- WHAT YOU SHOULD DO -
Show each line from the listing that includes the word "bottom".

- DATA PROVIDED -
·····
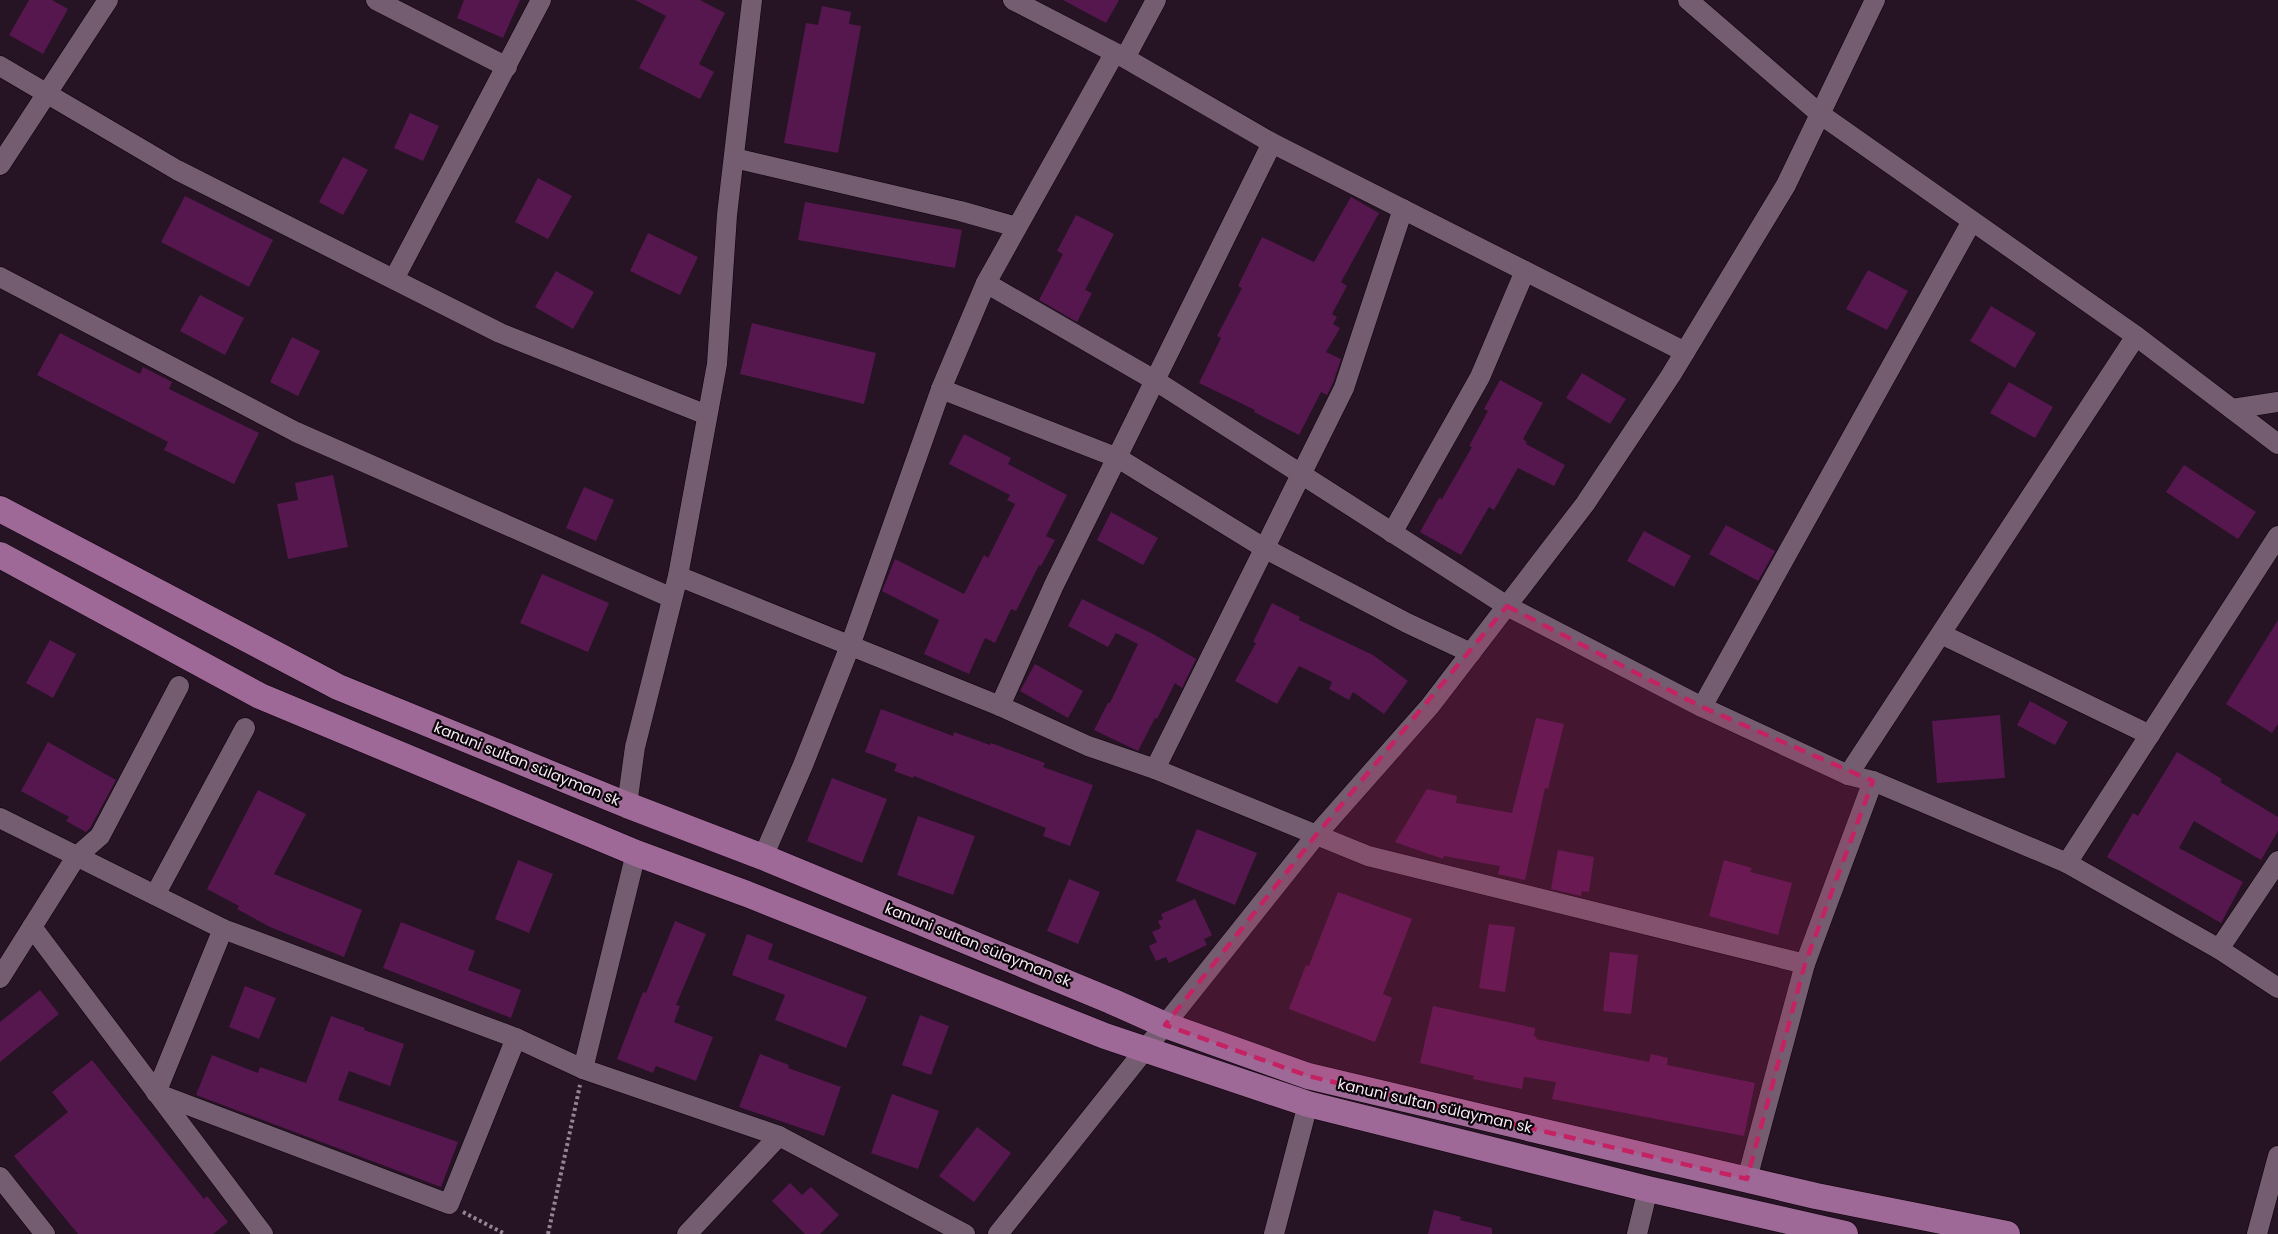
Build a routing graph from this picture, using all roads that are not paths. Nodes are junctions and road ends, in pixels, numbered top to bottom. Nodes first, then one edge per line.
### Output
1 (108, 0) edge
2 (376, 0) edge
3 (541, 0) edge
4 (752, 0) edge
5 (1013, 0) edge
6 (1156, 0) edge
7 (1688, 0) edge
8 (1875, 0) edge
9 (1119, 56) junction
10 (0, 66) edge
11 (507, 67) junction
12 (47, 93) junction
13 (1820, 114) junction
14 (1272, 143) junction
15 (734, 158) junction
16 (0, 165) edge
17 (1403, 209) junction
18 (1972, 221) junction
19 (1017, 227) junction
20 (1525, 271) junction
21 (0, 277) edge
22 (394, 279) junction
23 (986, 283) junction
24 (2136, 336) junction
25 (1685, 352) junction
26 (1156, 381) junction
27 (941, 389) junction
28 (2278, 402) edge
29 (2232, 409) junction
30 (707, 416) junction
31 (2278, 444) edge
32 (1118, 459) junction
33 (1300, 474) junction
34 (0, 509) edge
35 (1392, 533) junction
36 (2278, 536) edge
37 (1264, 548) junction
38 (0, 555) edge
39 (678, 576) junction
40 (672, 598) junction
41 (1507, 606) junction
42 (1941, 634) junction
43 (850, 646) junction
44 (1471, 653) junction
45 (179, 686) dead end
46 (1000, 706) junction
47 (1702, 707) junction
48 (245, 728) dead end
49 (2150, 735) junction
50 (1155, 769) junction
51 (1848, 775) junction
52 (1872, 782) junction
53 (627, 805) junction
54 (0, 818) edge
55 (1317, 834) junction
56 (636, 853) junction
57 (76, 856) junction
58 (763, 857) junction
59 (2278, 861) edge
60 (2067, 863) junction
61 (155, 895) junction
62 (32, 927) junction
63 (223, 929) junction
64 (2219, 949) junction
65 (1805, 964) junction
66 (0, 978) edge
67 (2278, 988) edge
68 (1166, 1025) junction
69 (516, 1038) junction
70 (1146, 1051) junction
71 (583, 1069) junction
72 (156, 1093) junction
73 (1308, 1104) junction
74 (779, 1136) junction
75 (2278, 1156) edge
76 (0, 1177) edge
77 (1747, 1179) junction
78 (1648, 1189) junction
79 (256, 1232) edge
80 (45, 1234) edge
81 (687, 1234) edge
82 (965, 1234) edge
83 (998, 1234) edge
84 (1274, 1234) edge
85 (1637, 1234) edge
86 (1845, 1234) edge
87 (2007, 1234) edge
88 (2257, 1234) edge

1 - 12 street
2 - 11 street
3 - 11 street
4 - 15 street
5 - 9 street
6 - 9 street
7 - 13 street
8 - 13 street
9 - 14 street
9 - 19 street
10 - 12 street
11 - 22 street
12 - 16 street
12 - 22 street
13 - 18 street
13 - 25 street
14 - 17 street
14 - 26 street
15 - 19 street
15 - 30 street
17 - 20 street
17 - 33 street
18 - 24 street
18 - 47 street
19 - 23 street
20 - 25 street
20 - 35 street
21 - 40 street
22 - 30 street
23 - 26 street
23 - 27 street
24 - 29 street
24 - 42 street
25 - 41 street
26 - 32 street
26 - 33 street
27 - 32 street
27 - 43 street
28 - 29 street
29 - 31 street
30 - 39 street
32 - 37 street
32 - 46 street
33 - 35 street
33 - 37 street
34 - 53 main road, kanuni sultan sülayman sk
35 - 41 street
36 - 49 street
37 - 44 street
37 - 50 street
38 - 56 main road
39 - 40 street
39 - 43 street
40 - 53 street
41 - 44 street
41 - 47 street
42 - 49 street
42 - 51 street
43 - 46 street
43 - 58 street
44 - 55 street
45 - 57 street
46 - 50 street
47 - 51 street
48 - 61 street
49 - 60 street
50 - 55 street
51 - 52 street
52 - 60 street
52 - 65 street
53 - 58 main road, kanuni sultan sülayman sk
54 - 57 street
55 - 65 street
55 - 68 street
56 - 70 main road
56 - 71 street
57 - 61 street
57 - 62 street
58 - 68 main road, kanuni sultan sülayman sk
59 - 64 street
60 - 64 street
61 - 63 street
62 - 66 street
62 - 72 street
63 - 69 street
63 - 72 street
64 - 67 street
65 - 77 street
68 - 70 street
68 - 77 main road, kanuni sultan sülayman sk
69 - 71 street
69 - 72 street
70 - 73 main road
70 - 83 street
71 - 74 street
72 - 79 street
73 - 78 main road
73 - 84 street
74 - 81 street
74 - 82 street
75 - 88 street
76 - 80 street
77 - 87 main road, kanuni sultan sülayman sk
78 - 85 street
78 - 86 main road

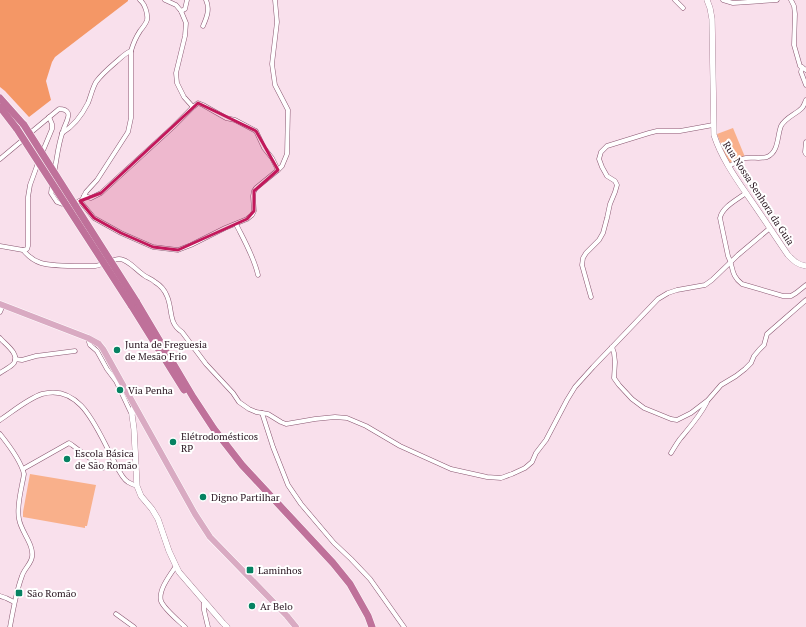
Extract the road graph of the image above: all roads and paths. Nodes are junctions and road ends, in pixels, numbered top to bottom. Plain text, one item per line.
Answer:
1 (140, 0) edge
2 (165, 0) edge
3 (187, 0) edge
4 (206, 0) edge
5 (275, 0) edge
6 (675, 0) edge
7 (708, 0) edge
8 (723, 0) edge
9 (777, 0) edge
10 (791, 0) edge
11 (683, 8) dead end
12 (182, 11) junction
13 (203, 26) dead end
14 (131, 51) junction
15 (804, 69) edge
16 (806, 86) edge
17 (0, 98) edge
18 (806, 100) edge
19 (0, 107) edge
20 (193, 107) junction
21 (49, 117) junction
22 (713, 125) junction
23 (62, 134) junction
24 (806, 142) edge
25 (806, 154) edge
26 (0, 159) edge
27 (729, 166) junction
28 (278, 170) junction
29 (746, 193) junction
30 (84, 196) junction
31 (80, 200) junction
32 (236, 224) junction
33 (770, 228) junction
34 (0, 246) edge
35 (24, 250) junction
36 (731, 261) junction
37 (806, 267) edge
38 (258, 274) dead end
39 (806, 285) edge
40 (591, 297) dead end
41 (806, 300) edge
42 (134, 303) junction
43 (1, 304) edge
44 (0, 312) edge
45 (0, 338) edge
46 (88, 338) junction
47 (612, 347) junction
48 (75, 351) dead end
49 (15, 359) junction
50 (0, 373) edge
51 (708, 400) junction
52 (134, 405) junction
53 (262, 413) junction
54 (132, 415) junction
55 (140, 416) junction
56 (0, 420) edge
57 (136, 421) junction
58 (144, 422) junction
59 (134, 429) junction
60 (0, 434) edge
61 (671, 453) dead end
62 (103, 468) dead end
63 (23, 469) junction
64 (137, 486) junction
65 (176, 566) junction
66 (0, 596) edge
67 (204, 601) junction
68 (14, 602) junction
69 (116, 614) dead end
70 (10, 627) edge
71 (134, 627) edge
72 (185, 627) edge
73 (208, 627) edge
74 (227, 627) edge
75 (296, 627) edge
76 (367, 627) edge
77 (372, 627) edge
78 (404, 627) edge

1 - 14 street
2 - 12 street
3 - 12 street
4 - 13 street
5 - 28 street
6 - 11 street
7 - 22 main road, Rua Nossa Senhora da Guia
8 - 9 street
10 - 15 street
12 - 20 street
14 - 23 street
14 - 30 street
15 - 16 street
17 - 42 highway, bridge
18 - 27 street
19 - 42 highway, bridge
20 - 28 street
20 - 30 street
21 - 23 street
21 - 26 street
21 - 35 street
22 - 27 main road, Rua Nossa Senhora da Guia
22 - 40 street
23 - 31 street
24 - 25 street
27 - 29 main road, Rua Nossa Senhora da Guia
28 - 32 street
29 - 33 main road, Rua Nossa Senhora da Guia
29 - 36 street
30 - 31 street
31 - 32 street
32 - 38 street
33 - 36 street
33 - 37 main road, Rua Nossa Senhora da Guia
34 - 35 street
35 - 53 street
36 - 39 street
36 - 47 street
41 - 51 street
42 - 76 highway
42 - 77 highway
43 - 44 street
43 - 46 main road
45 - 49 street
46 - 52 main road
46 - 54 street
47 - 51 street
47 - 53 street
48 - 49 street
49 - 50 street
51 - 61 street
52 - 54 main road
52 - 55 main road
53 - 78 street
54 - 57 street
54 - 59 main road
55 - 57 main road
55 - 58 main road
56 - 64 street
57 - 58 main road
57 - 59 main road
58 - 75 main road
59 - 64 main road
60 - 63 street
62 - 63 street
63 - 68 street
64 - 65 main road
65 - 67 main road
65 - 72 street
66 - 68 street
67 - 73 street
67 - 74 main road
68 - 70 street
69 - 71 street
·····
- SOLUTION TO THIS PROBLEM -
Build a routing graph from this picture, using all roads that are not paths. Nodes are junctions and road ends, in pixels, numbered top to bottom. Nodes first, then one edge per line.
Extract the road graph of the image above: all roads and paths. Nodes are junctions and road ends, in pixels, numbered top to bottom. Plain text, one item per line.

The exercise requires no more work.